Available data:
====================

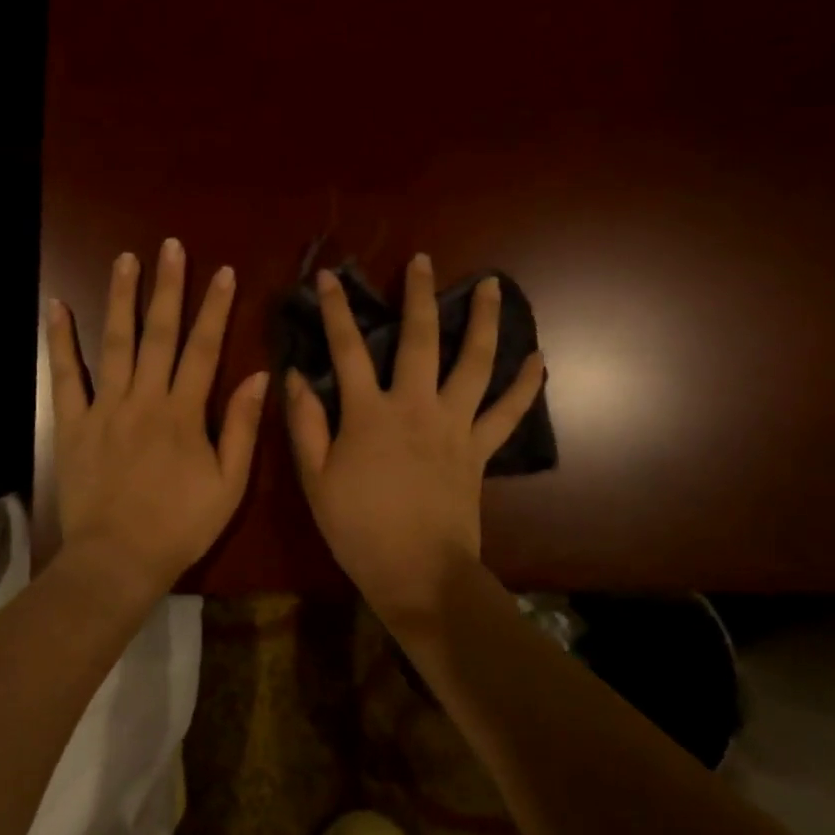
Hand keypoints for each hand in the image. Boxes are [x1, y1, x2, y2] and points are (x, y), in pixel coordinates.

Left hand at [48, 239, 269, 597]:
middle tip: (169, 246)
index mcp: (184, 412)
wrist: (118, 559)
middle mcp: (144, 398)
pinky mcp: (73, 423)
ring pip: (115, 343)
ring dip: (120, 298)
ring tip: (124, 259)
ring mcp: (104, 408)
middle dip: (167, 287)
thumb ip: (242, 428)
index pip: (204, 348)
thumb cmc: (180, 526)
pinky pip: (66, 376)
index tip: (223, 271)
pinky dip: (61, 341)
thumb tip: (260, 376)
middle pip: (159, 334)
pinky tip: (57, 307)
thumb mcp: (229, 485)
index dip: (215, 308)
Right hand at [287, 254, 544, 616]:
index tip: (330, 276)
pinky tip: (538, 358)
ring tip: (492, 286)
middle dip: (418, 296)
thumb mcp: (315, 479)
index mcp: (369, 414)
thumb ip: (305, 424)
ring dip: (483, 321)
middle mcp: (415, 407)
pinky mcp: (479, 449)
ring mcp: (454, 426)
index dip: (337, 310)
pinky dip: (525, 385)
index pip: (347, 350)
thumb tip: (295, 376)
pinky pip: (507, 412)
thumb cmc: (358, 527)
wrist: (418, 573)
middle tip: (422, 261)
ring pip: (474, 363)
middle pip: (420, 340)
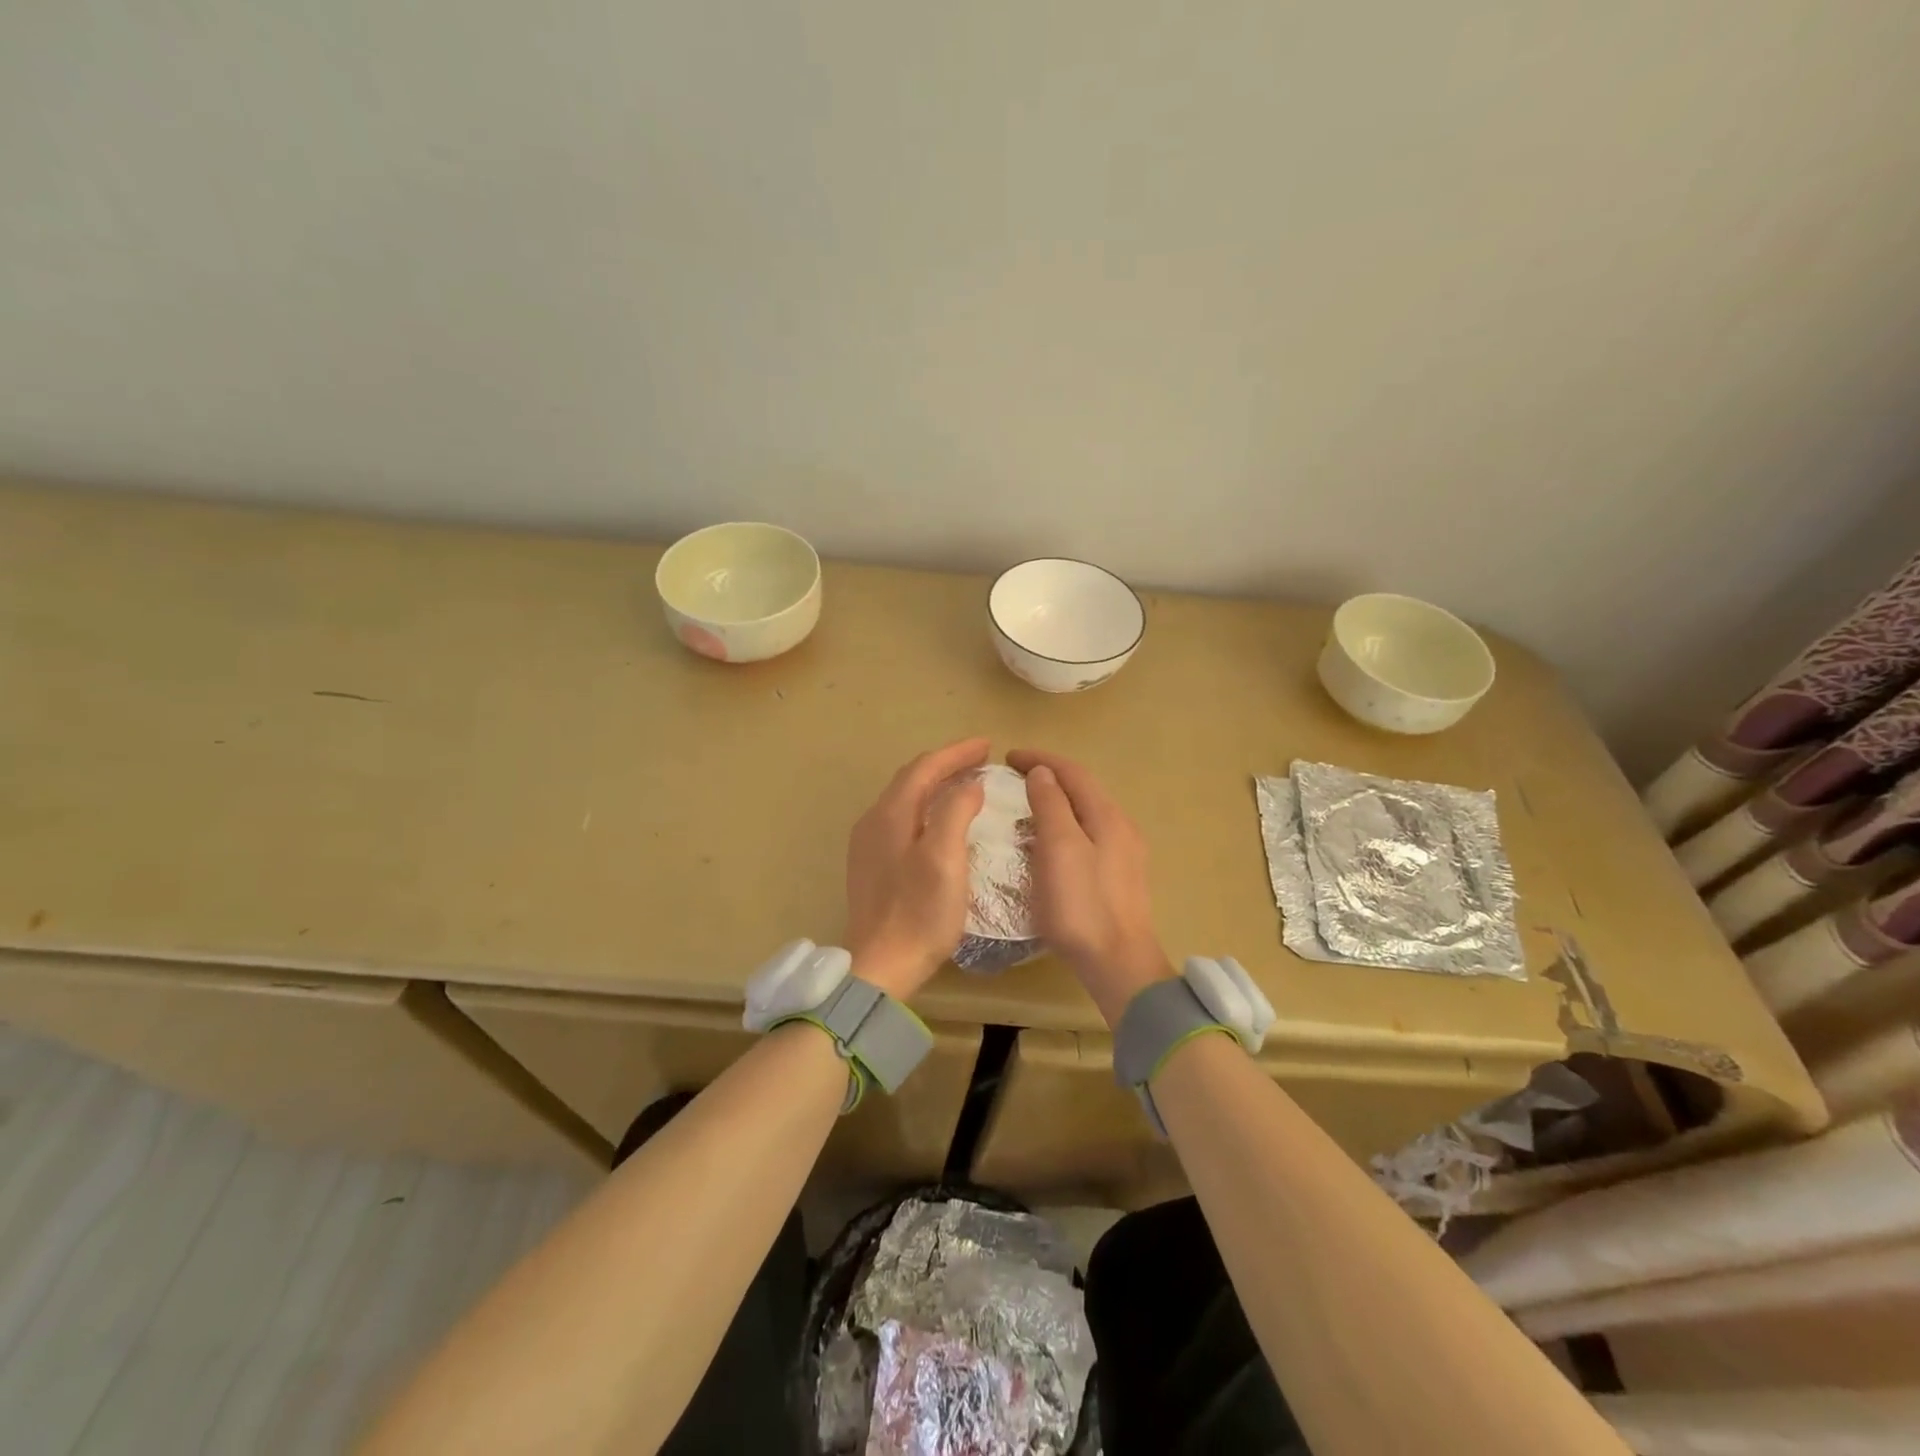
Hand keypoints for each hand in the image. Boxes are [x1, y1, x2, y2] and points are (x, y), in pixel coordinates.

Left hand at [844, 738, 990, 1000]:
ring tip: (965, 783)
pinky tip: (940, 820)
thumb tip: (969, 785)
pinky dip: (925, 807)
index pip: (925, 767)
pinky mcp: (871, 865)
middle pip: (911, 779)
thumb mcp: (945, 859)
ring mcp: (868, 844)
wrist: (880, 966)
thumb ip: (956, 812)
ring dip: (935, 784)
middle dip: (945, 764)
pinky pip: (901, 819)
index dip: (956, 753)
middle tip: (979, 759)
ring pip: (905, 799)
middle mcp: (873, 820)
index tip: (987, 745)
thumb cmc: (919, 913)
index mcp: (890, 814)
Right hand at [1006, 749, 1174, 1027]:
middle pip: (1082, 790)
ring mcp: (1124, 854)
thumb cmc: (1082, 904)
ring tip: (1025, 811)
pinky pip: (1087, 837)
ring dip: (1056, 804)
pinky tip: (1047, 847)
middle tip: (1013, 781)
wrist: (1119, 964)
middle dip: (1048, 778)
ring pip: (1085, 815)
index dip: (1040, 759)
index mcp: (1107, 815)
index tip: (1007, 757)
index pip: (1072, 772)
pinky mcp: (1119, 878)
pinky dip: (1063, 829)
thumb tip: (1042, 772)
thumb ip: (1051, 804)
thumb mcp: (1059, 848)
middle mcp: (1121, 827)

====================

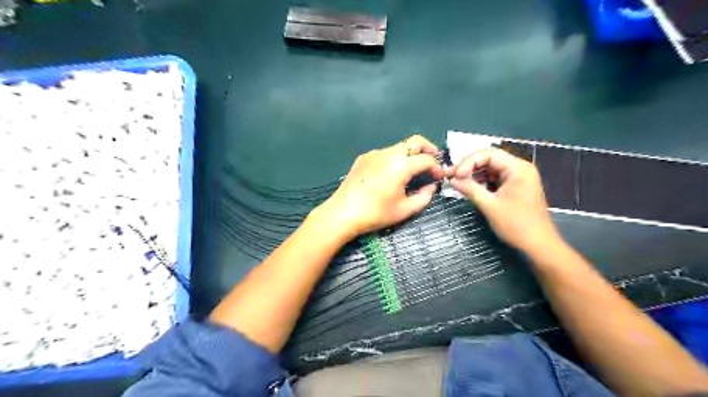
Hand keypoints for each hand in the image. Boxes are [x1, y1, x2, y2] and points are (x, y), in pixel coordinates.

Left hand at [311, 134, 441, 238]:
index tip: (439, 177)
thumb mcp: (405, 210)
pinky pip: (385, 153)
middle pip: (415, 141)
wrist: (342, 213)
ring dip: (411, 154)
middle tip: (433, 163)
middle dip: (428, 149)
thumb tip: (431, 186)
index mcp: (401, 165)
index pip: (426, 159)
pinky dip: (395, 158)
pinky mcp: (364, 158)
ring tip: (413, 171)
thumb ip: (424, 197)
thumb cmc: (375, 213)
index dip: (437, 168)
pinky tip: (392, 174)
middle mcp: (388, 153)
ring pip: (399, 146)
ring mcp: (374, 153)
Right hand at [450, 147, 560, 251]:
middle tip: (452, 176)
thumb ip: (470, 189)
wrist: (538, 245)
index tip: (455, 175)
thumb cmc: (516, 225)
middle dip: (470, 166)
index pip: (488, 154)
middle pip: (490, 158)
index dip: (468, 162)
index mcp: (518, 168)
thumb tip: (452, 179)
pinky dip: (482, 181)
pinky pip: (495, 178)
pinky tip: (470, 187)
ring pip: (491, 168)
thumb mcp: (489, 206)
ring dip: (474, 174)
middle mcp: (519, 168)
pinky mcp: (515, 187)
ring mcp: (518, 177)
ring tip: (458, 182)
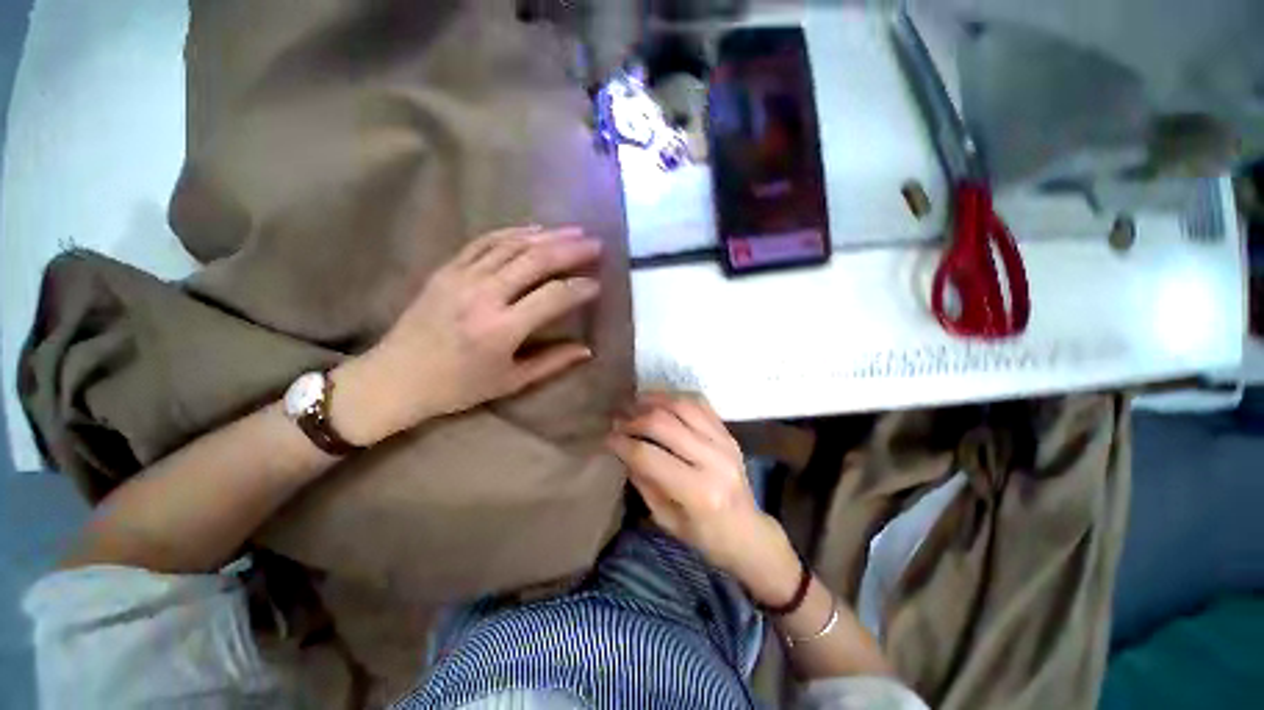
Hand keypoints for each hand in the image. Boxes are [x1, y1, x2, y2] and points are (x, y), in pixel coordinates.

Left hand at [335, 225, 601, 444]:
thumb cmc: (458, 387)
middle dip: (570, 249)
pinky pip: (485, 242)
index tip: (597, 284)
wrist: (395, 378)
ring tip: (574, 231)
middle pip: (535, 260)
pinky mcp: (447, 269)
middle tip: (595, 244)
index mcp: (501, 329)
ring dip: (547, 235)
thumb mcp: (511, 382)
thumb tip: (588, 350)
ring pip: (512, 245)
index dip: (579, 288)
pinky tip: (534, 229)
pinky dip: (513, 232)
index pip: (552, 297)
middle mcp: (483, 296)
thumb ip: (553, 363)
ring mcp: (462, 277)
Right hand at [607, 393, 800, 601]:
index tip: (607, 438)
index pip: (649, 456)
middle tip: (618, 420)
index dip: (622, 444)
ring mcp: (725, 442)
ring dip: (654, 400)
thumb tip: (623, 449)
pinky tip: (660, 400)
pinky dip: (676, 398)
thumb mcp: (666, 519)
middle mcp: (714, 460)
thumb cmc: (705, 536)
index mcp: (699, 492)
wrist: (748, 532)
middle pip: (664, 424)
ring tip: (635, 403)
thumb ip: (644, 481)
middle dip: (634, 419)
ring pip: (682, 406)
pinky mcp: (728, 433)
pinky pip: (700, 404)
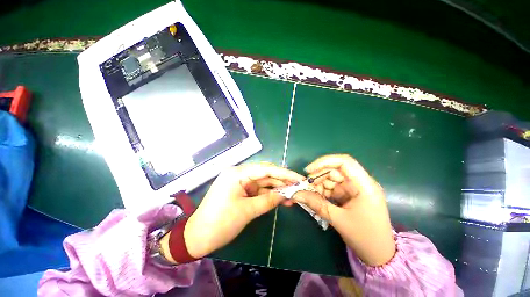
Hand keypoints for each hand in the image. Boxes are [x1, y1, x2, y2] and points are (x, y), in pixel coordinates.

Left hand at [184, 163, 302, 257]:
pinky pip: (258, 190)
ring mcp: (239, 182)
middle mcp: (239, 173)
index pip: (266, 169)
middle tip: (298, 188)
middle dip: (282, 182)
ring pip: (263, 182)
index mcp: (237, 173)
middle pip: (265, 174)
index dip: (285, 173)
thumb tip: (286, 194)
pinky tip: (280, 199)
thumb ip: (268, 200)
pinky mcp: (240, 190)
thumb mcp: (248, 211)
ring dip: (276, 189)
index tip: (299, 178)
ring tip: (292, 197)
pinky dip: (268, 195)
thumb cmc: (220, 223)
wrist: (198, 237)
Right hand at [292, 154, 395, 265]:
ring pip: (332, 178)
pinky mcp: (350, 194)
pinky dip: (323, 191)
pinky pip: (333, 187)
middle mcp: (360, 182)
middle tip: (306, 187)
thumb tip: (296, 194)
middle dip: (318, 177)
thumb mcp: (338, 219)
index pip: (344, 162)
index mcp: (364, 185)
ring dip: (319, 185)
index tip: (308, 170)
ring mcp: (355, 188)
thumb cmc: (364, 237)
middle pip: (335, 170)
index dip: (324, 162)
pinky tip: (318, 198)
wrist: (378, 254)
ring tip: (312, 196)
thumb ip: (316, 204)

====================

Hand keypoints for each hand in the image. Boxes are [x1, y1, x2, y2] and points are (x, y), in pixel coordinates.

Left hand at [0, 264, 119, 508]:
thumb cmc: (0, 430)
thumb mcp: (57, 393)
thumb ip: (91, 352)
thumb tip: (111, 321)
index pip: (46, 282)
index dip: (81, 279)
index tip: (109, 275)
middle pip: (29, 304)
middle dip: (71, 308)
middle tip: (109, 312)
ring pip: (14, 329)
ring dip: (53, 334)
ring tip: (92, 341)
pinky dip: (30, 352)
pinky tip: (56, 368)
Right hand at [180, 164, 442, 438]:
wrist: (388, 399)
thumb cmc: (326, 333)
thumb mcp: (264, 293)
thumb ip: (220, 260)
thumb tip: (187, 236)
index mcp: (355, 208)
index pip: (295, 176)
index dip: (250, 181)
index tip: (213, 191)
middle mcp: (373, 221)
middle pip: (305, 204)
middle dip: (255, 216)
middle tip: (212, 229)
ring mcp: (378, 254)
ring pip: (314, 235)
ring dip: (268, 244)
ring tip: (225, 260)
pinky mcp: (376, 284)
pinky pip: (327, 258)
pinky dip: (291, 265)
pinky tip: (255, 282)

====================

What to work on: Identify how many lines in the entries above include the string "Right", then state that number alone.

Answer space: 6